* ASSIGNMENT
Copy out the data in full, keeping each line exactly as it reads.

* PROVIDED RECORDS
>>>
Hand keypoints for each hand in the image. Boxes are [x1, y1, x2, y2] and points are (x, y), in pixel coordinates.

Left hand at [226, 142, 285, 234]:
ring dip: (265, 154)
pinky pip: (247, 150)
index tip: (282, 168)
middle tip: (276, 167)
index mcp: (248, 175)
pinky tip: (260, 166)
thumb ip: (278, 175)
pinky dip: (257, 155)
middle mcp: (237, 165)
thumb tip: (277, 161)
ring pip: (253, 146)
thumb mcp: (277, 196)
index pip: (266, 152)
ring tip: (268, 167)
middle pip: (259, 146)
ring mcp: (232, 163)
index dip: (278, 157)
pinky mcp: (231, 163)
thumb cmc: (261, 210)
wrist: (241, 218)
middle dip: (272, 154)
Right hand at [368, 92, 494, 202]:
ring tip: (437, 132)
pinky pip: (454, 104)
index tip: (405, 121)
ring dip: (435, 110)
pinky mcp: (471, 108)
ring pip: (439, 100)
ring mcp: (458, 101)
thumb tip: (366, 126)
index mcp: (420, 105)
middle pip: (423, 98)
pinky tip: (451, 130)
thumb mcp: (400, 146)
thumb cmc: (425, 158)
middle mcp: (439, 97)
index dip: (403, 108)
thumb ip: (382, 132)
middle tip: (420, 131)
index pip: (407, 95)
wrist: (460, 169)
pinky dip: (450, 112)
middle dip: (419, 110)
<<<
* ANSWER
Hand keypoints for each hand in the image. Boxes are [x1, y1, x2, y2] and points are (x, y), in pixel coordinates.

Left hand at [226, 142, 285, 234]:
ring dip: (265, 154)
pinky pip: (247, 150)
index tip: (282, 168)
middle tip: (276, 167)
index mcp: (248, 175)
pinky tip: (260, 166)
thumb ip: (278, 175)
pinky dip: (257, 155)
middle mcp: (237, 165)
thumb tip: (277, 161)
ring pip: (253, 146)
thumb mcp: (277, 196)
index pip: (266, 152)
ring tip: (268, 167)
middle pip: (259, 146)
ring mcp: (232, 163)
index dip: (278, 157)
pinky mcp: (231, 163)
thumb cmc: (261, 210)
wrist: (241, 218)
middle dip: (272, 154)
Right hand at [368, 92, 494, 202]:
ring tip: (437, 132)
pinky pip: (454, 104)
index tip: (405, 121)
ring dip: (435, 110)
pinky mcp: (471, 108)
ring pip: (439, 100)
ring mcp: (458, 101)
thumb tip: (366, 126)
index mcp: (420, 105)
middle pip: (423, 98)
pinky tip: (451, 130)
thumb mcp: (400, 146)
thumb cmc: (425, 158)
middle mcp: (439, 97)
index dip: (403, 108)
thumb ip: (382, 132)
middle tip: (420, 131)
index pip: (407, 95)
wrist: (460, 169)
pinky dip: (450, 112)
middle dip: (419, 110)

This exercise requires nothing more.